Der Prothesenhersteller Ottobock hat an der Frankfurter Börse einen glänzenden Start hingelegt. Mit einem Eröffnungskurs von 72 Euro pro Aktie und zwischenzeitlichen Spitzen von 73 Euro avancierte das Traditionsunternehmen aus Duderstadt zum größten Börsengang des Jahres.
09.10.2025

Durch die Ausgabe von 12,2 Millionen Aktien flossen rund 800 Millionen Euro in die Kassen, die bereits vorab stark überzeichnet waren. Etwa 19 Prozent der Anteile befinden sich nun im Streubesitz. CEO Oliver Jakobi sprach von einem neuen Kapitel für das im Jahr 1919 gegründete Familienunternehmen.

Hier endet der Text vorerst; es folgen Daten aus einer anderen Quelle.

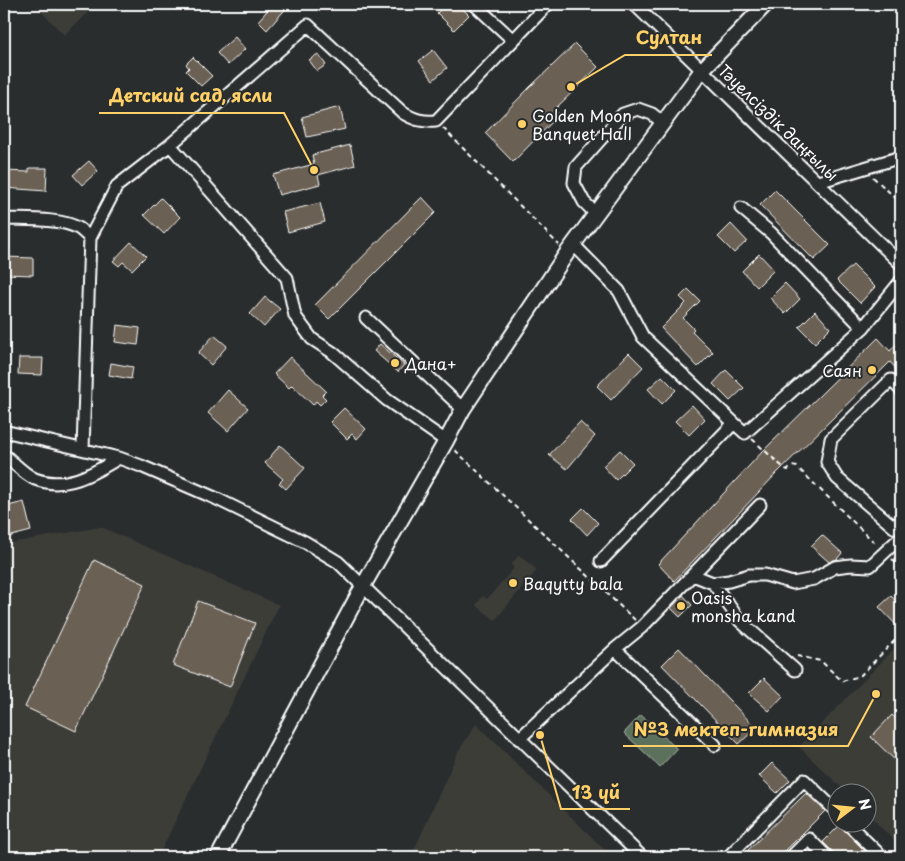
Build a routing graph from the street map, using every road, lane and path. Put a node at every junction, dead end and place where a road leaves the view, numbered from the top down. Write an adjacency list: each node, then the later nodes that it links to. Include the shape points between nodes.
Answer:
1 (474, 4): 5 (street)
2 (548, 4): 5 (street)
3 (634, 4): 6 (street, Тәуелсіздік даңғылы)
4 (766, 4): 6 (main road)
5 (513, 40): 7 (street)
6 (702, 70): 8 (main road); 12 (street, Тәуелсіздік даңғылы)
7 (436, 120): 9 (street, via 415,120 403,113 308,25); 18 (path)
8 (663, 123): 15 (main road); 15 (street, via 638,109 623,114 576,167 574,183 584,202)
9 (170, 145): 17 (street, via 117,186); 28 (street, via 287,278 296,316 312,339 332,352 387,400)
10 (901, 157): 11 (street)
11 (864, 168): 12 (street); 13 (path)
12 (818, 182): 19 (street, Тәуелсіздік даңғылы)
13 (901, 203)
14 (741, 208): 22 (street, via 771,233)
15 (596, 214): 18 (main road)
16 (4, 219): 17 (street, via 72,225)
17 (90, 238): 29 (street)
18 (570, 249): 24 (main road); 25 (street, via 619,291 643,337)
19 (901, 264)
20 (901, 281): 22 (street)
21 (366, 318): 24 (street)
22 (863, 328): 27 (street)
23 (901, 390): 33 (street, via 891,380 831,439 827,462 836,478 894,527)
24 (463, 409): 28 (main road)
25 (734, 422): 27 (street); 36 (street)
26 (4, 431): 29 (street)
27 (745, 433): 35 (path, via 785,470 792,466 797,468)
28 (446, 441): 40 (main road); 41 (path)
29 (83, 450): 31 (street)
30 (4, 455): 31 (street, via 34,479 62,483 74,482)
31 (119, 458): 40 (street, via 215,498 304,542 338,562)
32 (760, 505): 38 (street)
33 (901, 521)
34 (901, 539): 35 (street)
35 (884, 552): 37 (path); 39 (street, via 870,566 835,566 814,579 792,583 765,575)
36 (601, 561)
37 (901, 568)
38 (693, 576): 39 (street); 41 (street)
39 (713, 583): 45 (street, via 740,620)
40 (363, 586): 46 (street); 50 (main road)
41 (642, 627): 43 (street)
42 (901, 634): 44 (path, via 860,676 842,681 821,661)
43 (615, 649): 46 (street); 47 (street)
44 (796, 656)
45 (795, 670)
46 (519, 738): 51 (street)
47 (716, 745)
48 (828, 803): 52 (street, via 804,780)
49 (858, 834): 55 (street)
50 (218, 857)
51 (642, 857)
52 (728, 857)
53 (791, 857): 54 (street, via 809,839)
54 (827, 857)
55 (882, 857)

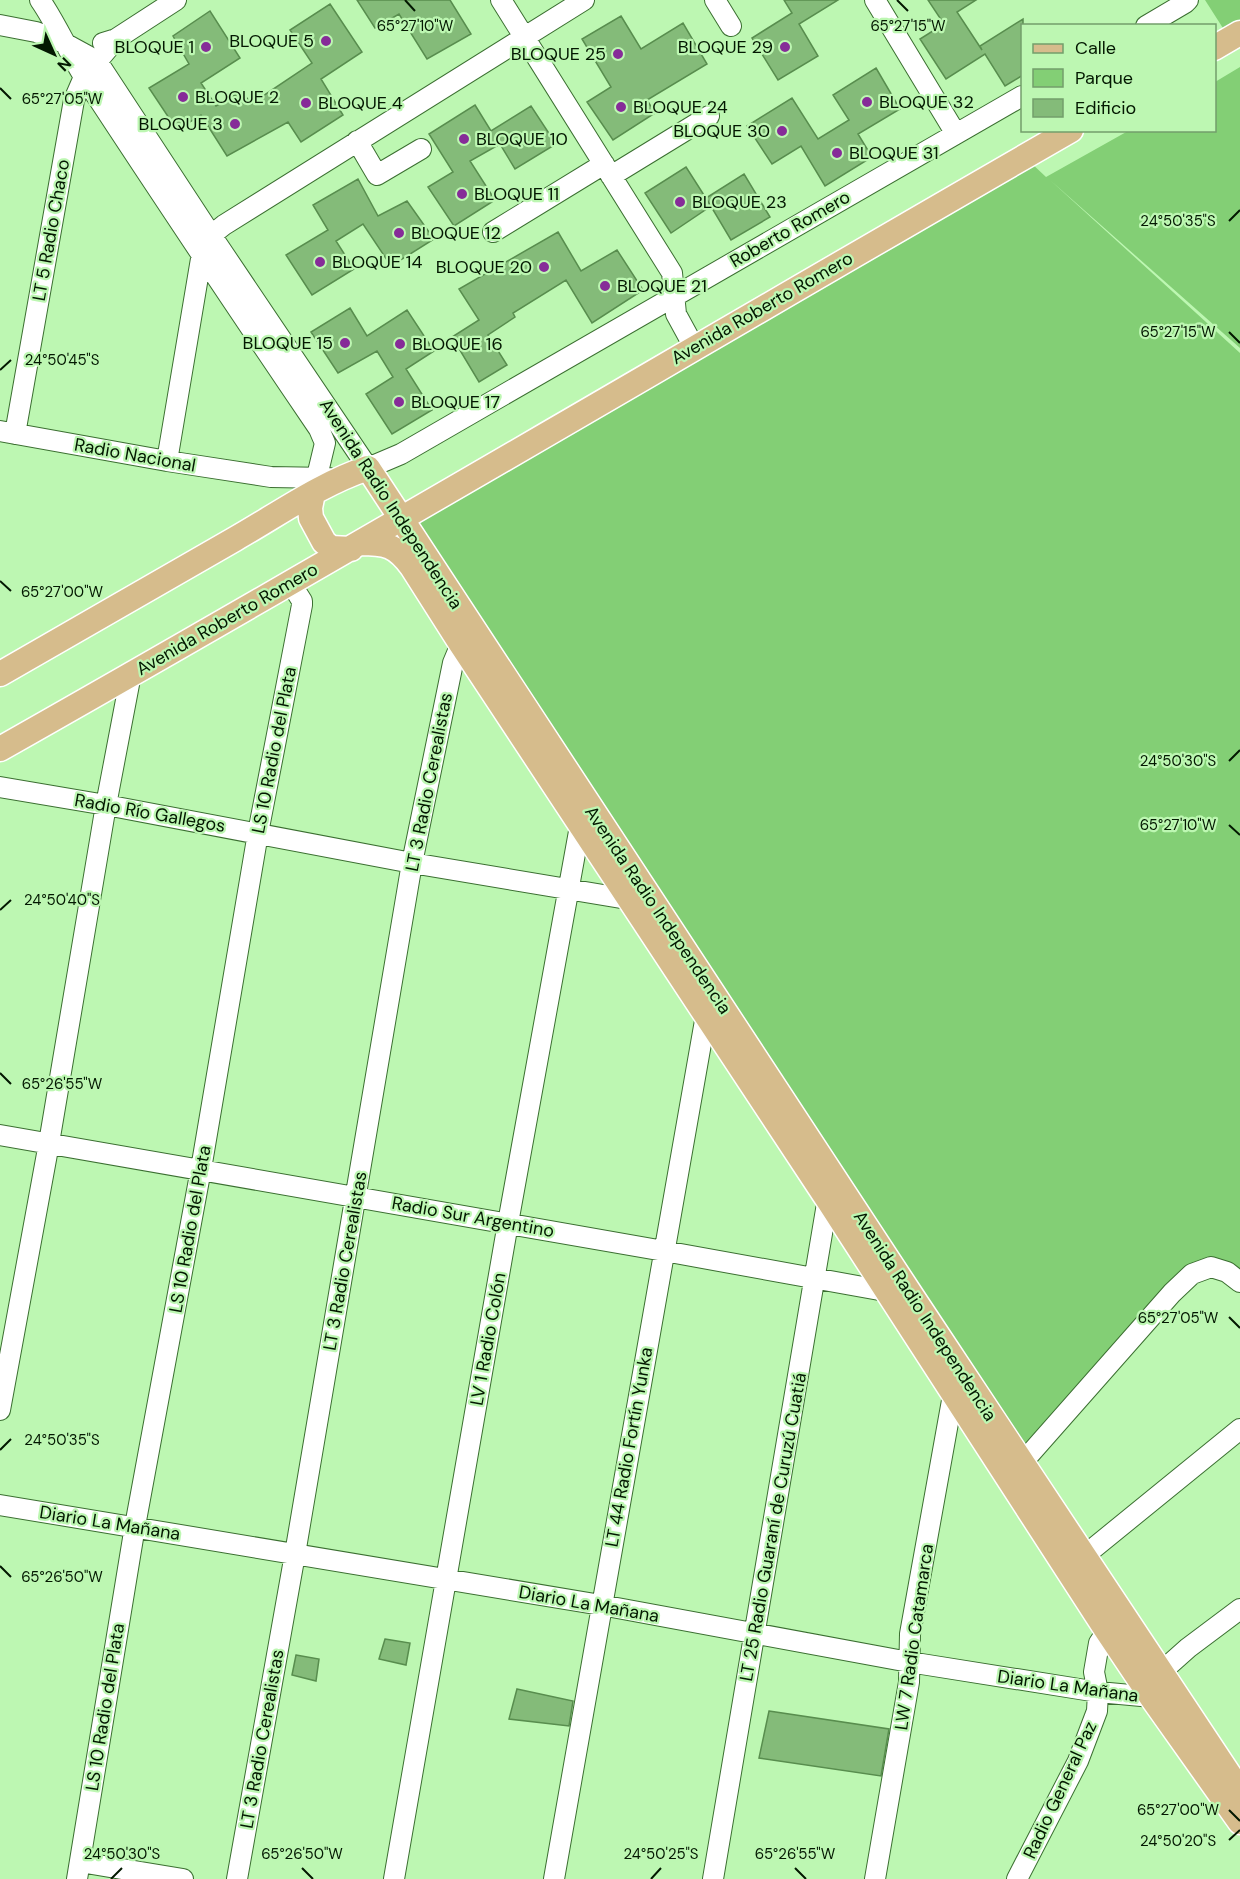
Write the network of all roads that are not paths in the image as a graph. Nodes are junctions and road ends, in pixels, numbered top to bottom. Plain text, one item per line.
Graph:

Dieses will vor allem in Mensch-Maschine-Schnittstellen investieren. Eigentümer Hans Georg Näder betonte die gesellschaftliche Bedeutung der Ottobock-Technologien, die Menschen mit Behinderungen neue Mobilität ermöglichen. Mit einem Umsatzplus auf 760 Millionen Euro und einem Gewinnsprung auf 175 Millionen Euro im ersten Halbjahr zeigt Ottobock wirtschaftliche Stärke. Der Börsengang unterstreicht das Potenzial eines Unternehmens, das Hightech und Menschlichkeit erfolgreich verbindet.